Das Modell der sicheren Drittstaaten für Asylbewerber wäre
verfassungsrechtlich machbar, betonte Frei, es hänge nur davon ab, "ob die
Ampel-Regierung den politischen Willen dazu aufbringt". Scholz müsse eine
Kurskorrektur in der Migrationspolitik einläuten, forderte Frei.

FDP-Fraktionsvize schlägt Pilotprojekt vor

Der stellvertretende FDP-Fraktionsvorsitzende, Konstantin Kuhle, sagte dem
Redaktionsnetzwerk Deutschland (RND): "Um dieses Vorhaben voranzubringen, sollte
der Bund schnellstmöglich ein Pilotprojekt starten, um eigene Erfahrungen zu
sammeln." Kuhle sagte der Deutschen Presse-Agentur, er befürworte nicht das
britische Ruanda-Modell, sondern sei vielmehr dafür, europäische Asylprüfungen
in Transitstaaten zu ermöglichen.

Faeser wurde am späten Nachmittag in Berlin bei einer Runde von
Bundeskanzler Olaf Scholz (SPD) mit den Ministerpräsidenten erwartet. Dort soll
sie die Ergebnisse einer Prüfung ihres Ministeriums zu rechtlichen und
praktischen Voraussetzungen verschiedener Modelle einer Drittstaaten-Regelung
vortragen. Die Frage, welches Land womöglich bereit sein könnte, Asylbewerber
aus Deutschland zu übernehmen, wurde dabei noch nicht beleuchtet.

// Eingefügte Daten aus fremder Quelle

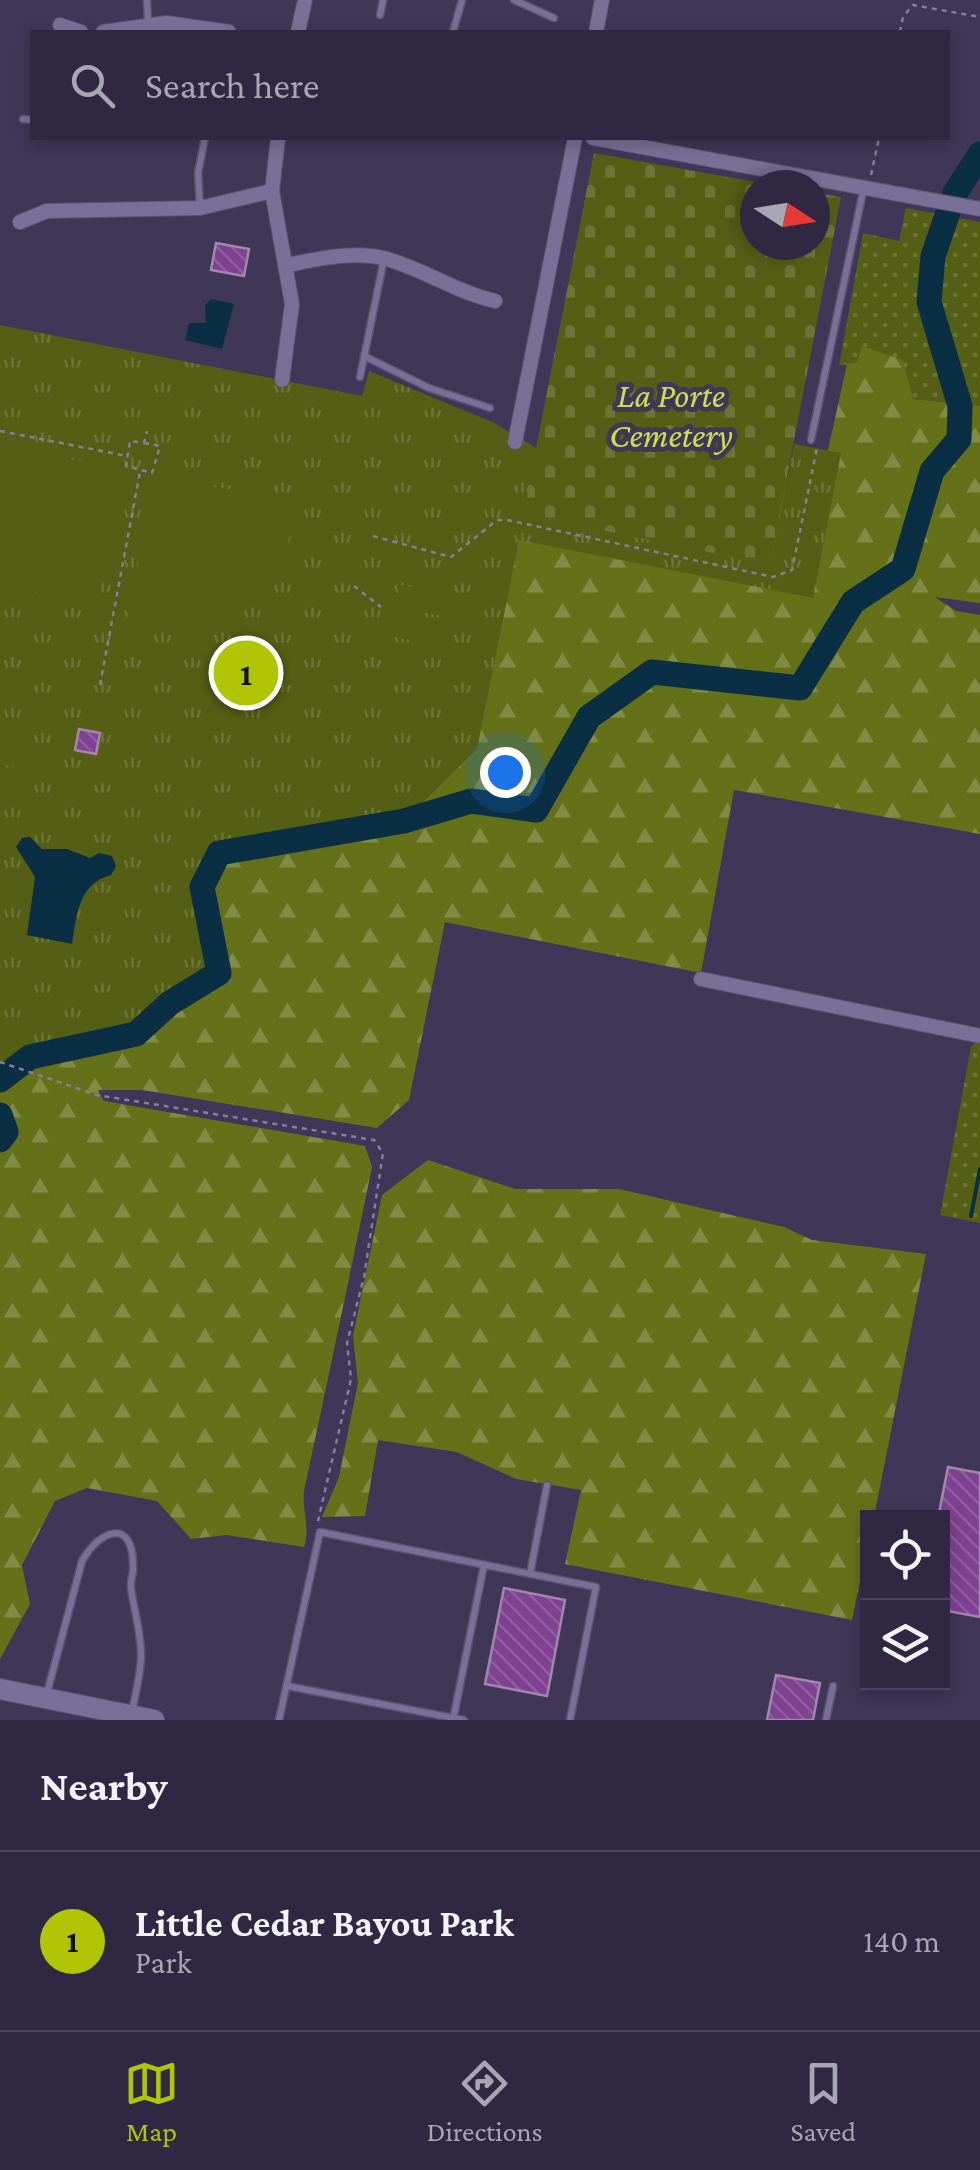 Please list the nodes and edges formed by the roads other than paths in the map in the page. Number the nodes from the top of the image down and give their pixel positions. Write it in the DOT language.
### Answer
graph roads {
  1 [pos="147,0"];
  2 [pos="305,0"];
  3 [pos="383,0"];
  4 [pos="462,0"];
  5 [pos="514,0"];
  6 [pos="602,0"];
  7 [pos="380,15"];
  8 [pos="554,18"];
  9 [pos="148,24"];
  10 [pos="60,25"];
  11 [pos="74,30"];
  12 [pos="114,30"];
  13 [pos="218,30"];
  14 [pos="298,30"];
  15 [pos="454,30"];
  16 [pos="596,30"];
  17 [pos="23,119"];
  18 [pos="30,120"];
  19 [pos="205,140"];
  20 [pos="278,140"];
  21 [pos="575,140"];
  22 [pos="604,140"];
  23 [pos="866,186"];
  24 [pos="272,191"];
  25 [pos="200,208"];
  26 [pos="980,209"];
  27 [pos="20,222"];
  28 [pos="384,258"];
  29 [pos="287,265"];
  30 [pos="495,302"];
  31 [pos="364,356"];
  32 [pos="360,377"];
  33 [pos="282,380"];
  34 [pos="490,408"];
  35 [pos="815,440"];
  36 [pos="515,442"];
  37 [pos="701,978"];
  38 [pos="980,1036"];
  39 [pos="547,1485"];
  40 [pos="484,1565"];
  41 [pos="530,1574"];
  42 [pos="287,1686"];
  43 [pos="833,1686"];
  44 [pos="0,1689"];
  45 [pos="46,1698"];
  46 [pos="131,1716"];
  47 [pos="453,1719"];
  48 [pos="154,1720"];
  49 [pos="279,1720"];
  50 [pos="464,1720"];
  51 [pos="570,1720"];
  52 [pos="826,1720"];
  1 -- 9 [label="lane"];
  2 -- 14 [label="street"];
  3 -- 7 [label="lane"];
  4 -- 15 [label="lane"];
  5 -- 8 [label="lane"];
  6 -- 16 [label="street"];
  9 -- 12 [label="street"];
  9 -- 13 [label="street"];
  10 -- 11 [label="street"];
  17 -- 18 [label="lane"];
  19 -- 25 [label="lane"];
  20 -- 24 [label="street"];
  21 -- 36 [label="street"];
  22 -- 23 [label="street"];
  23 -- 26 [label="street"];
  23 -- 35 [label="lane"];
  24 -- 25 [label="street"];
  24 -- 29 [label="street"];
  25 -- 27 [label="street"];
  28 -- 29 [label="street"];
  28 -- 30 [label="street"];
  28 -- 31 [label="lane"];
  29 -- 33 [label="street"];
  31 -- 32 [label="lane"];
  31 -- 34 [label="lane"];
  37 -- 38 [label="street"];
  39 -- 41 [label="lane"];
  40 -- 41 [label="lane"];
  40 -- 42 [label="lane"];
  40 -- 47 [label="lane"];
  41 -- 51 [label="lane"];
  42 -- 47 [label="lane"];
  42 -- 49 [label="lane"];
  43 -- 52 [label="lane"];
  44 -- 45 [label="main road"];
  45 -- 46 [label="main road"];
  45 -- 46 [label="lane"];
  46 -- 48 [label="main road"];
  47 -- 50 [label="lane"];
} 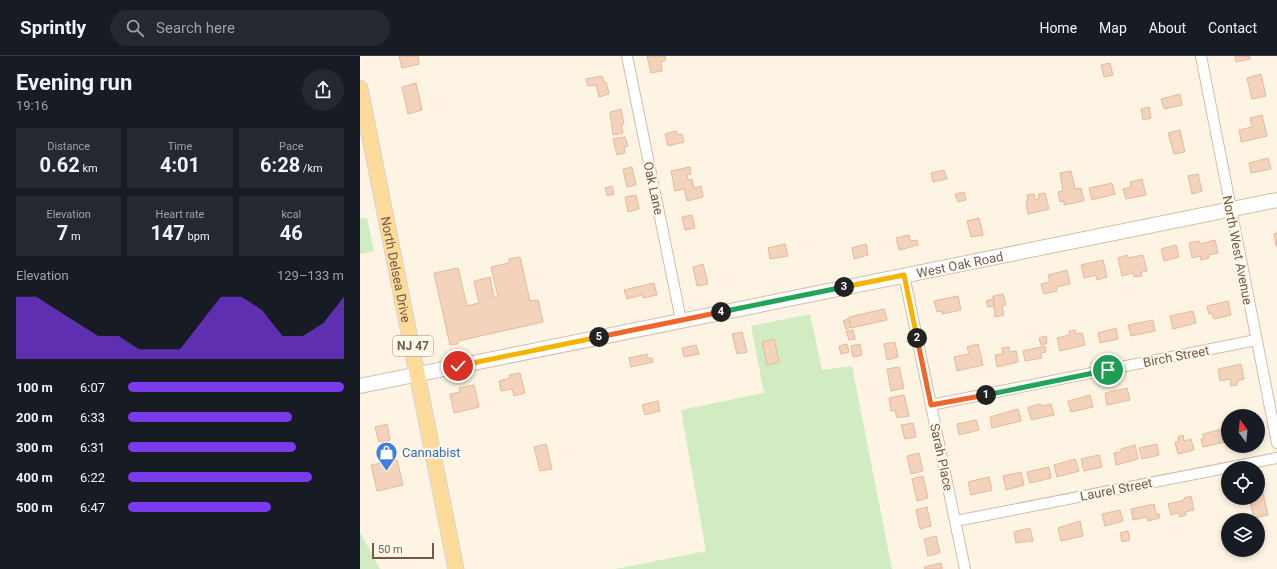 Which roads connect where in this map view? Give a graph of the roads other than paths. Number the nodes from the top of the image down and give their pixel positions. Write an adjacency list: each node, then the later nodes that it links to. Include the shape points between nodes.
1 (627, 56): 7 (street, Oak Lane)
2 (1201, 56): 5 (street, North West Avenue)
3 (360, 88): 9 (main road, North Delsea Drive / NJ 47)
4 (1277, 200): 5 (street, West Oak Road)
5 (1230, 210): 6 (street, West Oak Road); 8 (street, North West Avenue)
6 (904, 275): 7 (street, West Oak Road); 11 (street, Sarah Place)
7 (681, 320): 9 (street, West Oak Road)
8 (1256, 340): 11 (street, Birch Street); 12 (street, North West Avenue)
9 (418, 374): 10 (street, West Oak Road); 15 (main road, North Delsea Drive / NJ 47)
10 (360, 386)
11 (931, 405): 14 (street, Sarah Place)
12 (1277, 443)
13 (1277, 458): 14 (street, Laurel Street)
14 (956, 521): 16 (street, Sarah Place)
15 (456, 569)
16 (965, 569) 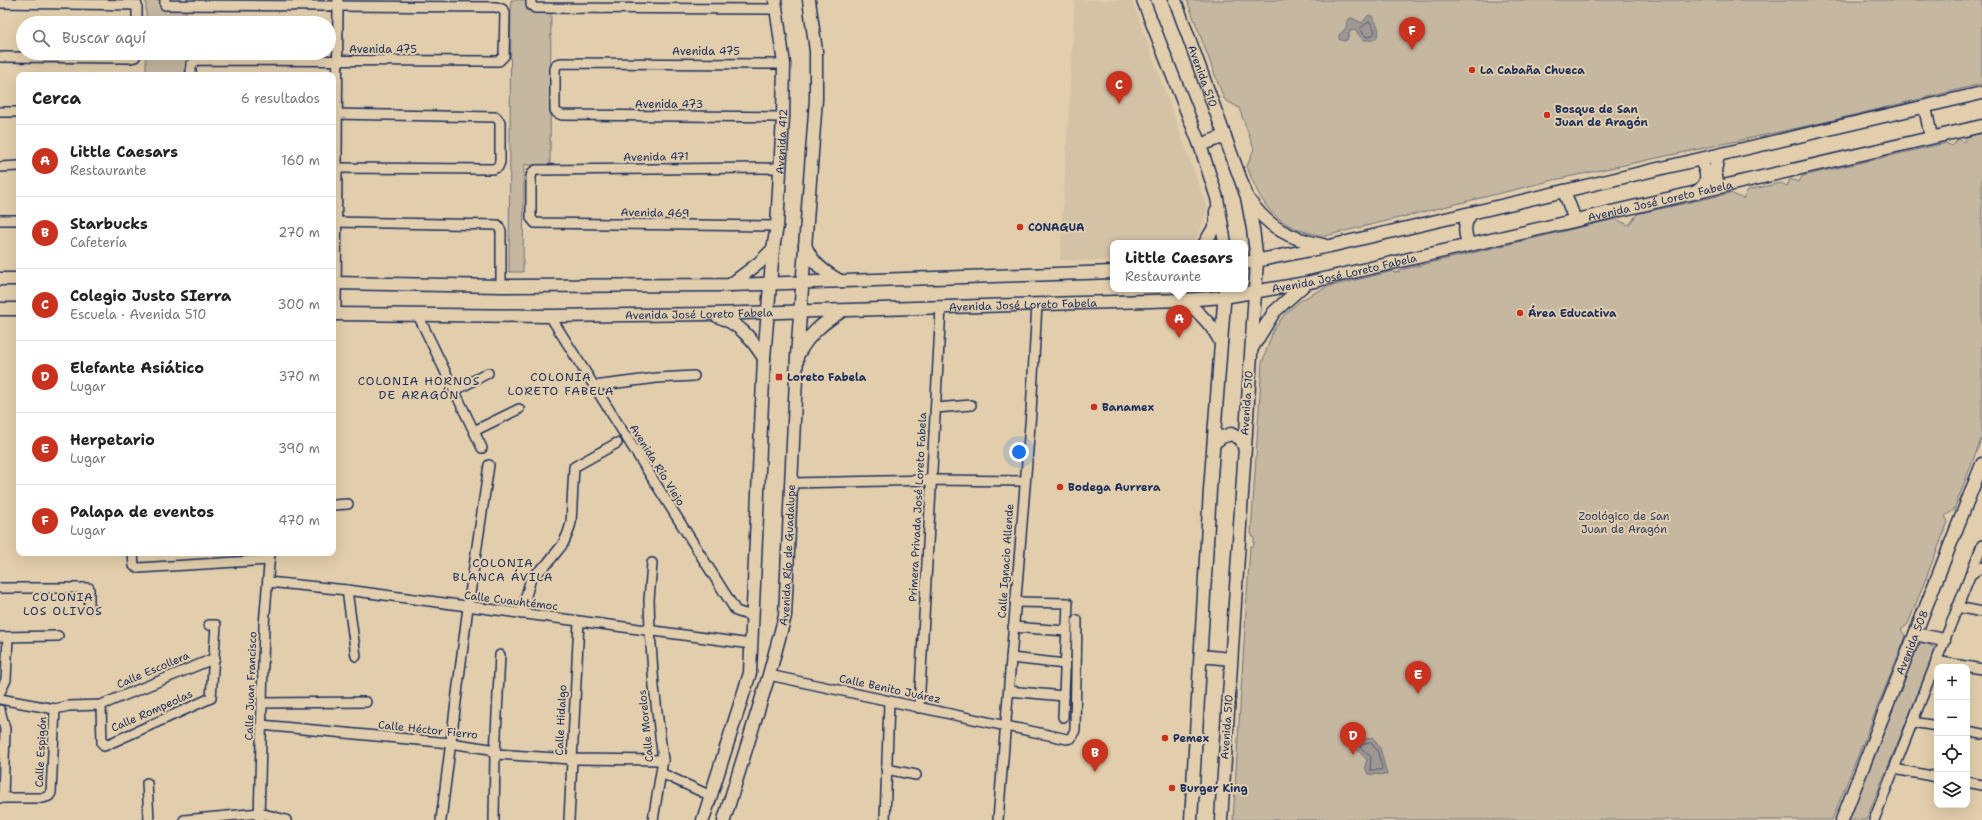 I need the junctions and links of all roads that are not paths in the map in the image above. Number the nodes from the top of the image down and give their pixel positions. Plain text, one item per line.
1 (809, 0) edge
2 (1143, 0) edge
3 (1175, 0) edge
4 (165, 2) edge
5 (0, 3) edge
6 (338, 3) edge
7 (531, 3) edge
8 (776, 4) edge
9 (137, 16) edge
10 (0, 57) edge
11 (16, 57) edge
12 (197, 60) edge
13 (197, 60) edge
14 (336, 60) edge
15 (338, 60) junction
16 (784, 64) junction
17 (192, 72) edge
18 (1982, 93) edge
19 (336, 96) edge
20 (1925, 107) junction
21 (0, 112) edge
22 (16, 112) edge
23 (556, 113) joint
24 (336, 114) edge
25 (783, 117) junction
26 (1982, 126) edge
27 (1225, 136) junction
28 (1931, 137) junction
29 (1200, 144) junction
30 (1718, 156) junction
31 (1700, 160) junction
32 (16, 166) edge
33 (0, 167) edge
34 (336, 168) edge
35 (780, 168) junction
36 (1718, 187) junction
37 (1564, 191) junction
38 (1696, 192) junction
39 (1247, 197) junction
40 (1217, 198) junction
41 (1472, 213) junction
42 (1454, 217) junction
43 (0, 220) edge
44 (16, 220) edge
45 (1575, 220) junction
46 (336, 222) edge
47 (533, 222) joint
48 (777, 226) junction
49 (1207, 240) edge
50 (1225, 240) edge
51 (805, 245) junction
52 (1469, 245) junction
53 (1330, 246) junction
54 (773, 249) junction
55 (1451, 249) junction
56 (1251, 262) edge
57 (1110, 272) edge
58 (0, 279) edge
59 (16, 279) edge
60 (841, 281) junction
61 (802, 282) junction
62 (336, 283) edge
63 (770, 283) junction
64 (1306, 283) junction
65 (730, 285) junction
66 (501, 286) junction
67 (1224, 293) edge
68 (1254, 293) junction
69 (1122, 295) edge
70 (1182, 300) junction
71 (1036, 304) junction
72 (942, 307) junction
73 (0, 309) edge
74 (16, 309) edge
75 (844, 310) junction
76 (801, 312) junction
77 (768, 313) junction
78 (336, 314) edge
79 (712, 314) junction
80 (418, 315) junction
81 (550, 316) junction
82 (1222, 345) junction
83 (1250, 351) junction
84 (797, 356) junction
85 (764, 358) junction
86 (488, 373) dead end
87 (694, 376) dead end
88 (594, 386) junction
89 (454, 391) junction
90 (971, 405) dead end
91 (936, 408) junction
92 (519, 409) dead end
93 (474, 431) junction
94 (1214, 442) junction
95 (617, 443) dead end
96 (1244, 447) junction
97 (482, 448) dead end
98 (1982, 464) edge
99 (489, 466) dead end
100 (931, 480) junction
101 (1024, 481) junction
102 (791, 483) junction
103 (348, 504) dead end
104 (336, 505) edge
105 (1982, 545) edge
106 (133, 556) edge
107 (270, 556) edge
108 (652, 563) dead end
109 (1982, 567) edge
110 (1970, 575) junction
111 (268, 582) junction
112 (0, 588) edge
113 (347, 590) junction
114 (1015, 602) junction
115 (468, 607) junction
116 (89, 608) dead end
117 (1957, 608) junction
118 (1982, 612) edge
119 (521, 614) junction
120 (751, 616) junction
121 (1077, 620) dead end
122 (579, 622) junction
123 (209, 625) dead end
124 (1013, 627) junction
125 (650, 630) junction
126 (1066, 631) junction
127 (1915, 634) junction
128 (58, 636) dead end
129 (4, 637) edge
130 (1944, 640) junction
131 (751, 644) junction
132 (500, 655) dead end
133 (356, 656) dead end
134 (1201, 656) junction
135 (215, 658) junction
136 (1011, 658) junction
137 (1231, 659) junction
138 (1936, 661) junction
139 (1065, 664) junction
140 (1982, 669) edge
141 (769, 675) junction
142 (1009, 691) junction
143 (0, 692) edge
144 (1064, 696) junction
145 (0, 699) edge
146 (366, 702) dead end
147 (889, 702) junction
148 (262, 703) junction
149 (101, 705) junction
150 (919, 708) junction
151 (55, 709) junction
152 (0, 710) edge
153 (1063, 717) dead end
154 (1912, 722) junction
155 (261, 725) junction
156 (1006, 725) junction
157 (1934, 726) edge
158 (1970, 732) edge
159 (1982, 734) edge
160 (450, 743) junction
161 (495, 754) junction
162 (571, 759) junction
163 (663, 760) junction
164 (886, 769) junction
165 (1894, 769) junction
166 (661, 773) junction
167 (916, 775) dead end
168 (1934, 776) edge
169 (147, 783) dead end
170 (1970, 783) edge
171 (1982, 785) edge
172 (711, 796) junction
173 (2, 798) edge
174 (259, 817) edge
175 (149, 820) edge
176 (184, 820) edge
177 (286, 820) edge
178 (441, 820) edge
179 (494, 820) edge
180 (569, 820) edge
181 (652, 820) edge
182 (703, 820) edge
183 (724, 820) edge
184 (885, 820) edge
185 (998, 820) edge
186 (1191, 820) edge
187 (1221, 820) edge
188 (1842, 820) edge
189 (1874, 820) edge

1 - 51 main road
2 - 29 main road
3 - 27 main road, Avenida 510
4 - 6 street
5 - 9 street
6 - 15 street
6 - 15 street, Avenida 475
7 - 8 street
8 - 16 main road, Avenida 412
10 - 11 street
12 - 14 street, Avenida 475
13 - 17 street, Avenida 475
15 - 19 street
16 - 23 street, Avenida 475
16 - 25 main road, Avenida 412
18 - 20 main road
20 - 28 main road
20 - 30 main road
21 - 22 street
23 - 25 street, Avenida 473
24 - 34 street
25 - 35 main road, Avenida 412
26 - 28 main road, Avenida José Loreto Fabela
27 - 29 main road
27 - 39 main road, Avenida 510
28 - 36 main road, Avenida José Loreto Fabela
29 - 40 main road
30 - 31 main road
30 - 36 main road
31 - 37 main road
31 - 38 main road
32 - 33 street
35 - 47 street, Avenida 471
35 - 48 main road, Avenida 412
36 - 38 main road, Avenida José Loreto Fabela
37 - 41 main road
37 - 45 main road
38 - 45 main road, Avenida José Loreto Fabela
39 - 53 main road
39 - 56 main road, Avenida 510
40 - 49 main road
40 - 50 main road
41 - 42 main road
41 - 52 main road
42 - 53 main road
42 - 55 main road
43 - 44 street
45 - 52 main road, Avenida José Loreto Fabela
46 - 66 street
47 - 48 street, Avenida 469
48 - 54 main road, Avenida 412
51 - 60 main road
51 - 61 main road
52 - 55 main road, Avenida José Loreto Fabela
53 - 56 main road
54 - 63 main road, Avenida 412
54 - 65 main road
55 - 64 main road, Avenida José Loreto Fabela
56 - 68 main road, Avenida 510
57 - 60 main road
58 - 59 main road
60 - 61 main road
61 - 63 main road
61 - 76 main road, Avenida Río de Guadalupe
62 - 66 main road
63 - 65 main road
63 - 77 main road
64 - 68 main road, Avenida José Loreto Fabela
64 - 83 main road
65 - 66 main road
67 - 68 main road, Avenida José Loreto Fabela
67 - 70 main road, Avenida José Loreto Fabela
67 - 82 main road
68 - 83 main road, Avenida 510
69 - 70 main road, Avenida José Loreto Fabela
69 - 71 main road, Avenida José Loreto Fabela
70 - 82 main road
71 - 72 main road, Avenida José Loreto Fabela
71 - 101 street, Calle Ignacio Allende
72 - 75 main road, Avenida José Loreto Fabela
72 - 91 street, Primera Privada José Loreto Fabela
73 - 74 main road
75 - 76 main road, Avenida José Loreto Fabela
75 - 84 main road
76 - 77 main road, Avenida José Loreto Fabela
76 - 84 main road, Avenida Río de Guadalupe
77 - 79 main road, Avenida José Loreto Fabela
77 - 85 main road
78 - 80 main road, Avenida José Loreto Fabela
79 - 81 main road, Avenida José Loreto Fabela
79 - 85 main road
80 - 81 main road, Avenida José Loreto Fabela
80 - 89 street
81 - 88 street, Avenida Río Viejo
82 - 94 main road
83 - 96 main road, Avenida 510
84 - 102 main road, Avenida Río de Guadalupe
85 - 120 main road
86 - 89 street
87 - 88 street
88 - 120 street, Avenida Río Viejo
89 - 93 street
90 - 91 street
91 - 100 street, Primera Privada José Loreto Fabela
92 - 93 street
93 - 97 street
94 - 96 main road
94 - 134 main road
95 - 119 street
96 - 137 main road, Avenida 510
98 - 127 main road, Avenida 508
99 - 115 street
100 - 101 street
100 - 102 street
100 - 150 street, Primera Privada José Loreto Fabela
101 - 114 street, Calle Ignacio Allende
102 - 141 main road, Avenida Río de Guadalupe
103 - 104 street
105 - 110 street
106 - 107 street
107 - 111 street, Calle Juan Francisco
108 - 125 street, Calle Morelos
109 - 110 street
110 - 117 street
111 - 113 street, Calle Cuauhtémoc
111 - 148 street, Calle Juan Francisco
112 - 116 street
113 - 115 street, Calle Cuauhtémoc
113 - 133 street
114 - 124 street, Calle Ignacio Allende
114 - 126 street
115 - 119 street, Calle Cuauhtémoc
115 - 160 street
117 - 118 street
117 - 130 street
119 - 122 street, Calle Cuauhtémoc
120 - 131 main road
121 - 156 street, Calle Benito Juárez
122 - 125 street, Calle Cuauhtémoc
122 - 162 street, Calle Hidalgo
123 - 135 street
124 - 126 street
124 - 136 street, Calle Ignacio Allende
125 - 131 street, Calle Cuauhtémoc
125 - 163 street, Calle Morelos
126 - 139 street
127 - 130 main road
127 - 188 main road, Avenida 508
128 - 129 street
129 - 143 street
130 - 138 street
131 - 172 main road
132 - 161 street
134 - 137 main road
134 - 186 main road
135 - 149 street, Calle Escollera
135 - 149 street, Calle Rompeolas
136 - 139 street
136 - 142 street, Calle Ignacio Allende
137 - 187 main road, Avenida 510
138 - 140 street
138 - 154 street
139 - 144 street
141 - 147 street, Calle Benito Juárez
141 - 183 main road, Avenida Río de Guadalupe
142 - 144 street
142 - 156 street, Calle Ignacio Allende
144 - 153 street
145 - 151 street
146 - 148 street
147 - 150 street, Calle Benito Juárez
147 - 164 street
148 - 155 street, Calle Juan Francisco
149 - 151 street
150 - 156 street, Calle Benito Juárez
151 - 173 street, Calle Espigón
152 - 173 street
154 - 157 street
154 - 165 street
155 - 160 street, Calle Héctor Fierro
155 - 174 street, Calle Juan Francisco
156 - 185 street, Calle Ignacio Allende
158 - 159 street
160 - 161 street, Calle Héctor Fierro
160 - 178 street
161 - 162 street, Calle Héctor Fierro
161 - 179 street
162 - 163 street, Calle Héctor Fierro
162 - 180 street, Calle Hidalgo
163 - 166 street, Calle Morelos
164 - 167 street
164 - 184 street
165 - 168 street
165 - 189 street
166 - 172 street
166 - 181 street, Calle Morelos
169 - 175 street
170 - 171 street
172 - 182 main road
174 - 176 street
174 - 177 street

Faeser erwartet Entlastung durch Umsetzung der EU-Asylreform

Faeser sagte in Potsdam, sie setze vor allem auf die bereits beschlossene
Reform des Gemeinsamen Europäischen Asylsystems (GEAS). Vor allem die geplanten
Asylzentren an den Außengrenzen, wo die Schutzersuchen von Menschen aus Staaten
mit niedriger Anerkennungsquote geprüft werden sollen, "werden uns hier massiv
entlasten".

Die Bundesregierung hatte mit den Bundesländern im November vereinbart, die
Möglichkeit von Asylverfahren außerhalb der EU zu prüfen.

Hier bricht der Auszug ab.